Mourning and Living

If I had to pick one word to sum up this whole experience so far it would be “bizarre.”

That’s probably not what you were expecting. Well, me neither.

Ever since Lucy was first diagnosed last November, we have had to face the prospect of her dying. But it seemed very remote in the beginning. Years away. In fact, they thought she would recover completely at first.

I remember being SO ANGRY at God after we first found out. I remember locking myself in the bathroom in the PICU at Dell Children’s and saying terrible things in a furious whisper to God. I remembered a line from “Reba”, one of my favorite TV shows, “God’s a big boy, Reba. He can take it.” But I felt like I’d really taken it too far later and was ashamed and embarrassed. Especially since, at that point, we were just looking at a chronic condition to manage her whole life. I can’t believe now that I was so angry at the prospect of her having to take medicines and see doctors her whole life. I would be so grateful now to still have that option. 

I went through so much anger and sadness those first few months. I could not tolerate the thought of Lucy dying or even being at risk of transplant. I didn’t want any of this. I refused to accept it. But when her condition worsened and we had the big vtach scare in February/March, I was forced to accept the intolerable. Transplant, anything, if I could just keep my daughter. Looking back now, I guess that was bargaining. 

Like any parent, I’ve experienced terrible fear of anything happening to my children.
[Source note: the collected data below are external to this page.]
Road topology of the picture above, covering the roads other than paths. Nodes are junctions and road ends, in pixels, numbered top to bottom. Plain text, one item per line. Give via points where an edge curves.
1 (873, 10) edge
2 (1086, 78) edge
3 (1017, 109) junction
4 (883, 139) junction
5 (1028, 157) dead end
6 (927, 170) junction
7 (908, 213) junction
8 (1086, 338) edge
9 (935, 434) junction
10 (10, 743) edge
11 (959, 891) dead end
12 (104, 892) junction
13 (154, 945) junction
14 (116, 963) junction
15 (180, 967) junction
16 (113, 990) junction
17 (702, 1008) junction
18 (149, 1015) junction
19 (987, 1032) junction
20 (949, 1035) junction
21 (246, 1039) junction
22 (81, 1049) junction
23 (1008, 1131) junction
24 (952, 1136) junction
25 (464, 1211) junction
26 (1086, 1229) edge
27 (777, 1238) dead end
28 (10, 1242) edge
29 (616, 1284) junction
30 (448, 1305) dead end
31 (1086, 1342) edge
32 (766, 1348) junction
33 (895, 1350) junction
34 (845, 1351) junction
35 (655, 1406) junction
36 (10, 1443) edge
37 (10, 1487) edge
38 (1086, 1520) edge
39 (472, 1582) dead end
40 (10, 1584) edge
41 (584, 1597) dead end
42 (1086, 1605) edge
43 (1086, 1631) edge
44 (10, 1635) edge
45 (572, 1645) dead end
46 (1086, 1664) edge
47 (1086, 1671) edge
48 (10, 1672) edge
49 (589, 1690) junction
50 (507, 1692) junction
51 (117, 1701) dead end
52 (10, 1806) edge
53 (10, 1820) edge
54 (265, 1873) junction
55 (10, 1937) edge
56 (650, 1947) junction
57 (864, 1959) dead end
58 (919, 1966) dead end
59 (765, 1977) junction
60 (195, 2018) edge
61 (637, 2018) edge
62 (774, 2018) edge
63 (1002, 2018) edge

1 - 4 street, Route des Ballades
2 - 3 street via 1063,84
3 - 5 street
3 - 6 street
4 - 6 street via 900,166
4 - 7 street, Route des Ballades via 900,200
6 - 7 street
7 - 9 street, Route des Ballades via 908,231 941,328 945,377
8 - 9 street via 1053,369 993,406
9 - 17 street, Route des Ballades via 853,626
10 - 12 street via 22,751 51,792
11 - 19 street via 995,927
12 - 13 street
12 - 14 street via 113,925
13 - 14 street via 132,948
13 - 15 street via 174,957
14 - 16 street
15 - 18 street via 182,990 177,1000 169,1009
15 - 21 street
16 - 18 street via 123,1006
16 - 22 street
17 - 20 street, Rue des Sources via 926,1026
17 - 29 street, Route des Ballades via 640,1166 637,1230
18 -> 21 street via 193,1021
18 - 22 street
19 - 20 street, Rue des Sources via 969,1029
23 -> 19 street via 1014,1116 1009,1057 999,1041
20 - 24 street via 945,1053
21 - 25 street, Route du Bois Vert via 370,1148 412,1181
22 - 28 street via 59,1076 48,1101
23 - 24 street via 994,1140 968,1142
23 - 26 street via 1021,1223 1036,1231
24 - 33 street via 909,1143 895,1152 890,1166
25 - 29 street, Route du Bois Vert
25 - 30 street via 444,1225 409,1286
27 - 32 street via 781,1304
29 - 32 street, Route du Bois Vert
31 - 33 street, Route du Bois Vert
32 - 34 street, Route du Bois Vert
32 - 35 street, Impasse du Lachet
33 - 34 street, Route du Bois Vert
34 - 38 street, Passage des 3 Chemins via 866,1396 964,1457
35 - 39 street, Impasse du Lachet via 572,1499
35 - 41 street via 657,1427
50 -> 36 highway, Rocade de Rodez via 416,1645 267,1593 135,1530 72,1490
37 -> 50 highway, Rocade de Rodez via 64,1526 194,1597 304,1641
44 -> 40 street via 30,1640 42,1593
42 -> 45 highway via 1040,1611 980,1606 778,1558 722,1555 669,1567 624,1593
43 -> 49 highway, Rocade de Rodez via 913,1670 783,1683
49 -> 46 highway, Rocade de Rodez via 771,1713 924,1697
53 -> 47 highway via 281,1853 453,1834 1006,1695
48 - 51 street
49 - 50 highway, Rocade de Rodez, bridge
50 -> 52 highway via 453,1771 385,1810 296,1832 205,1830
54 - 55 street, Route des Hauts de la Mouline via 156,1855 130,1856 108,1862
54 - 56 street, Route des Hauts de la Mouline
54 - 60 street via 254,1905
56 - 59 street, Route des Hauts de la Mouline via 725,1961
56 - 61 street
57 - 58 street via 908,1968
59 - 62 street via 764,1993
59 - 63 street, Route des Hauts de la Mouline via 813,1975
In my imaginings, the pain was unbearable. Then, the worst happened. My child died. I found her in her crib. I felt the chill of her skin and the lack of breath and snatched her up and saw the worst. I clutched her to my chest and ran downstairs screaming for my husband, knowing the worst. We both attempted CPR and watched paramedics work futilely. We knew it was futile. I tried to pray she would breathe. But I knew it was no use. 
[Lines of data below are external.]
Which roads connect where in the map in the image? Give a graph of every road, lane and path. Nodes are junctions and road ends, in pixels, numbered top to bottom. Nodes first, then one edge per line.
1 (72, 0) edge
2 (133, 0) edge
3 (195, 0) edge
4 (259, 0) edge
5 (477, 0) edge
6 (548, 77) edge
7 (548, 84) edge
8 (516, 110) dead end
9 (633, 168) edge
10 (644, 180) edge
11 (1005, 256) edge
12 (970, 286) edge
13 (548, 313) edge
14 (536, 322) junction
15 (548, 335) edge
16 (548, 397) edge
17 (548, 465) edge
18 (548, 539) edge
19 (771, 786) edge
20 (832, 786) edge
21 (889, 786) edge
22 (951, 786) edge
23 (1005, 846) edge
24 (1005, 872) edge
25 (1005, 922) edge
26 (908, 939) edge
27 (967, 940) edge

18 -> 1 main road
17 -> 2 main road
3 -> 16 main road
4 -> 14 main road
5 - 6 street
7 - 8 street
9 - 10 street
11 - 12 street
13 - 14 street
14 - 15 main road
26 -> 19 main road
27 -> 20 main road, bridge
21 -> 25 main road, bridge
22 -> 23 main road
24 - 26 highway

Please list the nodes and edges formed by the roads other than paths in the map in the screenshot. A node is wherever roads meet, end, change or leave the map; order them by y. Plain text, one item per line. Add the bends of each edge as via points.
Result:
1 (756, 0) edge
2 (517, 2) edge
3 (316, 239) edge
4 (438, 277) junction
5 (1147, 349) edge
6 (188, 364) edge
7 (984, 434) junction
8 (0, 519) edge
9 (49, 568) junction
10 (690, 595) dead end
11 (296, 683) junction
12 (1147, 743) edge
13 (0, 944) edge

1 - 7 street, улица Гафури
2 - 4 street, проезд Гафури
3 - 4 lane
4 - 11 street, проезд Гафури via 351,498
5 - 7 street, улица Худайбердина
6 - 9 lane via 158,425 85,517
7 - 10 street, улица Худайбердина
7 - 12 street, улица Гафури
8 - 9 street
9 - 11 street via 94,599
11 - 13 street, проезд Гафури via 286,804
It was all horrible. The worst thing that has ever happened to me. I still can’t quite believe it happened. Excuse my language, but how the fuck did this happen? How did my child die? Did this really happen to me??

The reason I say it was bizarre, besides the obvious, is that it doesn’t seem that different from other losses I have experienced. This one is more present. It stares me in the face everyday. It is such a shock to have a baby to care for all day, every day and just have it all stop. No more diapers to change or bottles to give. My arms feel empty. It feels strange to carry a purse instead of a diaper bag. I don’t know what to do with all this time.

 There is the inevitable guilt we parents torture ourselves with even in the best of times, not to mention a time like this. But I am still standing. I am still going. I don’t know how I am doing that. I even feel guilty I am doing that. But I am afraid not to.  

I know what it’s like to stop. I know what it’s like to let yourself fall into a pit and stop caring. And I refuse to do that again. That would not be fair to me, my husband, or my son. Or the rest of the people who love and need me. And it’s not what Lucy would want.

I feel like I went through stages of grief mourning the life Lucy would have had before she even died. I went through anger and sadness and bargaining and acceptance already. So, even though this was unexpected, we were somewhat prepared for it.  

But I worry that I’m not letting myself mourn properly. I don’t want to bury my feelings and have them come back and bite me in the ass. I’m doing my best to mourn and go on at the same time.

I am going to talk to someone. Don’t worry about that. The whole family probably will. But for now, I have to accept that the world is still spinning and I am still standing. I have to accept that I’m laughing while I’m also missing my daughter and scared out of my mind about what the future holds. I have to embrace the fear and embrace the future. I’m not naive enough to think we are insulated from further misfortune now. But I am doing my best to have hope.

 

 

4 Comments

  1. Laurie said,

    May 24, 2013 at 11:29 pm

    You have to be the strongest woman I know. Yes, you are standing and you are even writing about it. With every ounce of my being I wish you did not have to face what you have faced, nor do your family or friends. What doesn’t destroy us will make us stronger. Keep writing, Sara. Your strength is just beginning.

  2. May 25, 2013 at 12:34 am

    I am in awe of you…and thankful to be getting to know you.

  3. svanhvit said,

    May 25, 2013 at 11:13 am

    My dear Sara,

    I think you are handling all this amazingly. I think grief waves and ebbes, it is stronger and then it is less – or rather somewhat easier to handle for a while. You have been very busy, which always helps. For a while.

    I am proud of you. My heart aches for you. I wish I could take your load a bit on my shoulders.

    Keep doing well. All my love

  4. Lesley McLaughlin said,

    May 25, 2013 at 12:51 pm

    You write with such elegance and you paint such a vivid picture of your horrible experience. I hope that you see this as part of your mourning process, and that your feelings certainly aren’t being buried when you can express them so passionately for others to share and empathize with you.